Defender Concept 100 in Fuji White

The saga of the Defender Concept 100 continues to play out this week as reports that the DC100 could see a shift in purpose. While Land Rover has maintained from day one that the DC100 is the Defender, it seems that the company may be considering positioning the DC100 not as the “utility” category Defender, but as the new entry-level “leisure” category Land Rover.

This would make the DC100 the sub-Evoque/sub-LR2 that we have mentioned in the past.  The article speculates that if this strategy is adopted, the DC100 could end up on the Evoque’s chassis. However, there’s no reason that is set in stone even if the DC100 does see duty in the “leisure” category. The Jeep Wrangler and Wrangler Unlimited, for example, does very well in a number of segments with its more traditional chassis.

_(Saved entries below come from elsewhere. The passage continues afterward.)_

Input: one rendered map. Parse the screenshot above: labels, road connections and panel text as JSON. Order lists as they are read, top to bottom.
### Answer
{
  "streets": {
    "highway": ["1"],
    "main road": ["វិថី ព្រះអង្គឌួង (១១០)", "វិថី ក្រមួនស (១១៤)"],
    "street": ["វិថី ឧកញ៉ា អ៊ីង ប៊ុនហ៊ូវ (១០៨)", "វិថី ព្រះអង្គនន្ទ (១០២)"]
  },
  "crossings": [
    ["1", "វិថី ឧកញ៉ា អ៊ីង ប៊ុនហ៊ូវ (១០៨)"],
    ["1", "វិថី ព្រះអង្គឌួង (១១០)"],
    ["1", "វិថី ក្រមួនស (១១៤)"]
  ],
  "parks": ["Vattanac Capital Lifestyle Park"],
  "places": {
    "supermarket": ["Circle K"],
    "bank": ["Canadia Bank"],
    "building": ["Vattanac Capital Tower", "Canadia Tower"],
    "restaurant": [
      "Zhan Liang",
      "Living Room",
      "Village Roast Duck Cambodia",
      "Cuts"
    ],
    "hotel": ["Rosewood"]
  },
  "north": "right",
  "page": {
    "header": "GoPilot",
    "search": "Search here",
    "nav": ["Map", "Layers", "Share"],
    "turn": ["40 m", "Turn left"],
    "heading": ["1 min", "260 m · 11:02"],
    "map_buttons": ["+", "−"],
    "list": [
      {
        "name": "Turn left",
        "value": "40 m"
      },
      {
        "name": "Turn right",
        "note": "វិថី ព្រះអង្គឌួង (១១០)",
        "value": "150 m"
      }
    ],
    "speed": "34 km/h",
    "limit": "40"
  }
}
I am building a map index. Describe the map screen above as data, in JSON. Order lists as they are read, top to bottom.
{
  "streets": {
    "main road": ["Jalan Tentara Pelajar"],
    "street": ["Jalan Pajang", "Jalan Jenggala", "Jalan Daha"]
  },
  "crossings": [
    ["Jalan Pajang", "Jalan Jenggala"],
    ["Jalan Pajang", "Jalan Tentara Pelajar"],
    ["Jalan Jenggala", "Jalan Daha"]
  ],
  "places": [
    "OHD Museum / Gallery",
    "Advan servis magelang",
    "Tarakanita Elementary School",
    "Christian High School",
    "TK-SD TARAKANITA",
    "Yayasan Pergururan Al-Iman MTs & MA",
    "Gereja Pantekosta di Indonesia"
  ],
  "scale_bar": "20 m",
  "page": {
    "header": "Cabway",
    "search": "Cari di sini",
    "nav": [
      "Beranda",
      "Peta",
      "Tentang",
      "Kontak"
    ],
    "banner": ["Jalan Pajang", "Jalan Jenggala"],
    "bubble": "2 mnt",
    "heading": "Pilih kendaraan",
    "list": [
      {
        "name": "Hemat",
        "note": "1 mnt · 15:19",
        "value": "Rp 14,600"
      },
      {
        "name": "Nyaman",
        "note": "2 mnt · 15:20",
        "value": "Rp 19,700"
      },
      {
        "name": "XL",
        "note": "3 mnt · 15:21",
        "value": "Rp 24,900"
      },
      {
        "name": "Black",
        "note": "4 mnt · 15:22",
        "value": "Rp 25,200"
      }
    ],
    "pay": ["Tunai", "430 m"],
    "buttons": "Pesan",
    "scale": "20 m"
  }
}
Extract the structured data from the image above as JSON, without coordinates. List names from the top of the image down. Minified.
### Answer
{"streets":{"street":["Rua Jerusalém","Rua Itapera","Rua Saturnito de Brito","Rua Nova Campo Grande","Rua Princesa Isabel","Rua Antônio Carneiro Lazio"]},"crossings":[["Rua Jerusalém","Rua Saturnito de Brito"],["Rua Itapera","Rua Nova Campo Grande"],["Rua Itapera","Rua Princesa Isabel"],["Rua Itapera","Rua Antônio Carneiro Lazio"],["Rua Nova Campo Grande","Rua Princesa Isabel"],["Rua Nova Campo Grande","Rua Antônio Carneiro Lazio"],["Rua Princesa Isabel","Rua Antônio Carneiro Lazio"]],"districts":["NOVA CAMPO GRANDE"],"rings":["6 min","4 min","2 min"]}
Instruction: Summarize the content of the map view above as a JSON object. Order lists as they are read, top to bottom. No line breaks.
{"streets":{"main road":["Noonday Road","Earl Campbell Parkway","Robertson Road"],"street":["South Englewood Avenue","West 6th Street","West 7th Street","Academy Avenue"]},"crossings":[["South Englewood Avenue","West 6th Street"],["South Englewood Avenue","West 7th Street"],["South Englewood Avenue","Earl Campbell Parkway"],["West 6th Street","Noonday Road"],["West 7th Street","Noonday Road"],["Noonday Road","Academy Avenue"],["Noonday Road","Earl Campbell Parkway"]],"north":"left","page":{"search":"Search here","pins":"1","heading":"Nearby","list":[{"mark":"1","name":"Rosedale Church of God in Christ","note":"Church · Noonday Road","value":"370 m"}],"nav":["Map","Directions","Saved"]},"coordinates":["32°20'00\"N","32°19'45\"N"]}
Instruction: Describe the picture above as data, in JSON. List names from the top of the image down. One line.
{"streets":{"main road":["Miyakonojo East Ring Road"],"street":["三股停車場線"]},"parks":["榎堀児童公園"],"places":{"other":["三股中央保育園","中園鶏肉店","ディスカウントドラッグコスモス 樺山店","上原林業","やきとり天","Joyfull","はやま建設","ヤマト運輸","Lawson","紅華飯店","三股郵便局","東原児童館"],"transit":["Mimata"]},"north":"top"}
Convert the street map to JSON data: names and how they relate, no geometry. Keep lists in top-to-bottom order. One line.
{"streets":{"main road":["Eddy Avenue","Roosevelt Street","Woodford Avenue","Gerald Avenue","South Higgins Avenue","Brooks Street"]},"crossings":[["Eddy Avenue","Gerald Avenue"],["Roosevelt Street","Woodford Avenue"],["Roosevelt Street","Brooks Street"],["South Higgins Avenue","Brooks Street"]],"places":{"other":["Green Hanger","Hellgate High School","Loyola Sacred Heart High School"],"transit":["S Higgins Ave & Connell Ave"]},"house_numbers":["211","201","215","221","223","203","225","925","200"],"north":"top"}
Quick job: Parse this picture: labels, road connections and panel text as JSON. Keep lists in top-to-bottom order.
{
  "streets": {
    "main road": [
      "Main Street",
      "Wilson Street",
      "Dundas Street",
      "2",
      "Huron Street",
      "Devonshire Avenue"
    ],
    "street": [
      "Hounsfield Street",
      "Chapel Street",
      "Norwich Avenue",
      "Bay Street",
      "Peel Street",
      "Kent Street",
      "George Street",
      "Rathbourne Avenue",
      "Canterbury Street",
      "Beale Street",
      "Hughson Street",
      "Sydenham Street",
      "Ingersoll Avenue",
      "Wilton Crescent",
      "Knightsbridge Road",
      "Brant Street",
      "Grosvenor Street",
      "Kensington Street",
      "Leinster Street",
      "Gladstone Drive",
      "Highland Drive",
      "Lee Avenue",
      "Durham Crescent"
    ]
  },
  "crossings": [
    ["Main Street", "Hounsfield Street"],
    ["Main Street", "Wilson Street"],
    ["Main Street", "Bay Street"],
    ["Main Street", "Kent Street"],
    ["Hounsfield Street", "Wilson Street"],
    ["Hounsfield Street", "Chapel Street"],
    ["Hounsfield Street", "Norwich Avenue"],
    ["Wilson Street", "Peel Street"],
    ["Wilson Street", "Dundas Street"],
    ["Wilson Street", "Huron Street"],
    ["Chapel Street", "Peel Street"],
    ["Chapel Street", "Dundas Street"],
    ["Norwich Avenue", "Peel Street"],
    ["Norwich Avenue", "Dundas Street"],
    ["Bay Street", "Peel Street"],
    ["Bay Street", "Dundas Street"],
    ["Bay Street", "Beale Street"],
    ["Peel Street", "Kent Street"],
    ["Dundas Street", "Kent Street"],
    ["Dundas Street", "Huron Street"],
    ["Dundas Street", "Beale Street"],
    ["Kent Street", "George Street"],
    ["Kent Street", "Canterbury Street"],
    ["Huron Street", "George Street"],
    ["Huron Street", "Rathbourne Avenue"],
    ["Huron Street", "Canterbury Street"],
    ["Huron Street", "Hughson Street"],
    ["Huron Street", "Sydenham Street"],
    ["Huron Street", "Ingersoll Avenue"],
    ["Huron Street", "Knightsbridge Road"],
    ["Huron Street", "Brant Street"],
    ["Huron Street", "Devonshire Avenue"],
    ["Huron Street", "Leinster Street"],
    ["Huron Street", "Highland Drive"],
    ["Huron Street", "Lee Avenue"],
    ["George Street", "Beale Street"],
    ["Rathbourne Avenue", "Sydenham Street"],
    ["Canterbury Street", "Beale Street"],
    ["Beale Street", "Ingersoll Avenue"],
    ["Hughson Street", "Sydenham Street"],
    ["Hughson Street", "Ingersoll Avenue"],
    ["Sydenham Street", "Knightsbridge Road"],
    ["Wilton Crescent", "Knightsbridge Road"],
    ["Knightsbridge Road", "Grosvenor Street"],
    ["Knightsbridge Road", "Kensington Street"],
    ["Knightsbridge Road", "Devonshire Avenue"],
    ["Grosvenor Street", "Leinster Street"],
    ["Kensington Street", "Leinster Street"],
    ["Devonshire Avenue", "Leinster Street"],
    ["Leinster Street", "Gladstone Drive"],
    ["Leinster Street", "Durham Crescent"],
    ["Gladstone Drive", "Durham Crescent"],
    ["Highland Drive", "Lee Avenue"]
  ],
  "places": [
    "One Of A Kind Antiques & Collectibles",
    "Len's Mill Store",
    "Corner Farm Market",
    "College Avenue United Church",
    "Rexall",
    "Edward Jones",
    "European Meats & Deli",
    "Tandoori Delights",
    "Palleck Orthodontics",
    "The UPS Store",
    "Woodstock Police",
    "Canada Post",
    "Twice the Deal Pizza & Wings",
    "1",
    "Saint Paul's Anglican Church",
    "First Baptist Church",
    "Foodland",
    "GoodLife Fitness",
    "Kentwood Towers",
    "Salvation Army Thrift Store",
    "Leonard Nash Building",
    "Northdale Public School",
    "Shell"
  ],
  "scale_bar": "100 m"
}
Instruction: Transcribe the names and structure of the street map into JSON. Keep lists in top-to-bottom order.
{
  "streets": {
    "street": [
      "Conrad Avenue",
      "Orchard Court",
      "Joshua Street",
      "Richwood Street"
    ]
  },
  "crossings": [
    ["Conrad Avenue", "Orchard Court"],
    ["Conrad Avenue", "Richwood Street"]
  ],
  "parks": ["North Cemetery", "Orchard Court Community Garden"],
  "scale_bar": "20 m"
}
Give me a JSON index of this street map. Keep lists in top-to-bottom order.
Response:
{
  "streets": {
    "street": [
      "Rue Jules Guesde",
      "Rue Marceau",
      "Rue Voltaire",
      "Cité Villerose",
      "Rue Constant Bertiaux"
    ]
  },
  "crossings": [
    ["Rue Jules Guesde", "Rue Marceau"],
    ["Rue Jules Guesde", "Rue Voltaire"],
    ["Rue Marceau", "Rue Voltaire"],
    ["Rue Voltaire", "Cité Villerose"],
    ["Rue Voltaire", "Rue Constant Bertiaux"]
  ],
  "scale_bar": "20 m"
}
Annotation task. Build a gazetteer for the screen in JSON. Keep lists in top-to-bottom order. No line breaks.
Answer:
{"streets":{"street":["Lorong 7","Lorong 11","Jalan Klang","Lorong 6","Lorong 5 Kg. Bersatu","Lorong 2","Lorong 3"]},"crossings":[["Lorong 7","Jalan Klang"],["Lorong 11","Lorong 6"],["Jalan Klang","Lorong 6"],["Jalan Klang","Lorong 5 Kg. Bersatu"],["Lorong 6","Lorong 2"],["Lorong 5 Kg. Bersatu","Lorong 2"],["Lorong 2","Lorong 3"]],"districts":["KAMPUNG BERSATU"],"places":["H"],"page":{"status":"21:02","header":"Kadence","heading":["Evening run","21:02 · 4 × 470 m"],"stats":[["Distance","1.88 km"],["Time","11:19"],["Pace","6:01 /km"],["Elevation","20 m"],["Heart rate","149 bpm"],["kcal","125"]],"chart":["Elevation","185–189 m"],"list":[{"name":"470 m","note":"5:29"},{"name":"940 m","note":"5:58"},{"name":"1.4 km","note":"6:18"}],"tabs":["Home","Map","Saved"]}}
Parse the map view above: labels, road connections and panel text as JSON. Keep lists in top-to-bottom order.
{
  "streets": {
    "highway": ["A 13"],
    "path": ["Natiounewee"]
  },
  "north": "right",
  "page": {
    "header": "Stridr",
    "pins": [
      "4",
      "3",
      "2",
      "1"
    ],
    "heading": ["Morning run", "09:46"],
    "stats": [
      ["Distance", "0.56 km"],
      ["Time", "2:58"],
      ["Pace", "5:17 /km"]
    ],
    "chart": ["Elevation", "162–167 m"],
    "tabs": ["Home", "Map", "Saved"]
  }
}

A Green Light for Production

At the 2011 LA Auto Show press conference, Land Rover’s John Edwards stated the DC100 has been green-lit for production.

Although anything is possible, it seems unlikely to us that Land Rover would make such a dramatic change after so staunchly defending the concept as the penultimate evolution of the Defender. Jaguar Land Rover CEO Ralph Speth even went as far saying 98% of the feedback on the DC100 concept has been positive. While we feel that 98% is a rather optimistic estimate, it seems that Land Rover changing the DC100 from a rough-and-tumble Defender replacement to a entry-level “leisure” car would entail some significant backtracking on the message they have tried so hard to maintain over the past several months. In fact, back at the 2011 LA Auto Show press conference, Land Rover’s John Edwards stated the DC100 has been green-lit for production as a Defender and the company would consider bringing the Defender to the United States.

For the Record…

We greatly dislike the category term “leisure” that Land Rover has assigned the LR4 and LR2. To us, a Mazda MX-5 Miata or a MINI Cooper Convertible you buy to drive every other weekend is a “leisure” car. In comparison, the Defender is considered the company’s “utility” line and the Range Rover brand makes up the “luxury” category.

DC100 vs. Jeep Wrangler

Should the DC100 become the entry-level Land Rover, it seems the most likely scenario would be one where it remains a Defender, but enjoys a Wrangler-like spread of trims. For example, the 2012 Jeep Wrangler has six two-door trims that range in price from $22,045.00 (Sport) to $36,860.00 (Call of Duty MW3 Edition). Buyers can then step up into the four-door Jeep Wrangler Unlimited, which mirrors the trim selection, but with prices that range from $25,545.00 to $40,455.00. This gives the Wrangler a total of 12 trims over two models with introductory MSRPs that almost double across the range. In the Defender’s case, it could start somewhere between $30,000.00 and $40,000.00 and work its way up to the $60,000.00 to $70,000.00 range.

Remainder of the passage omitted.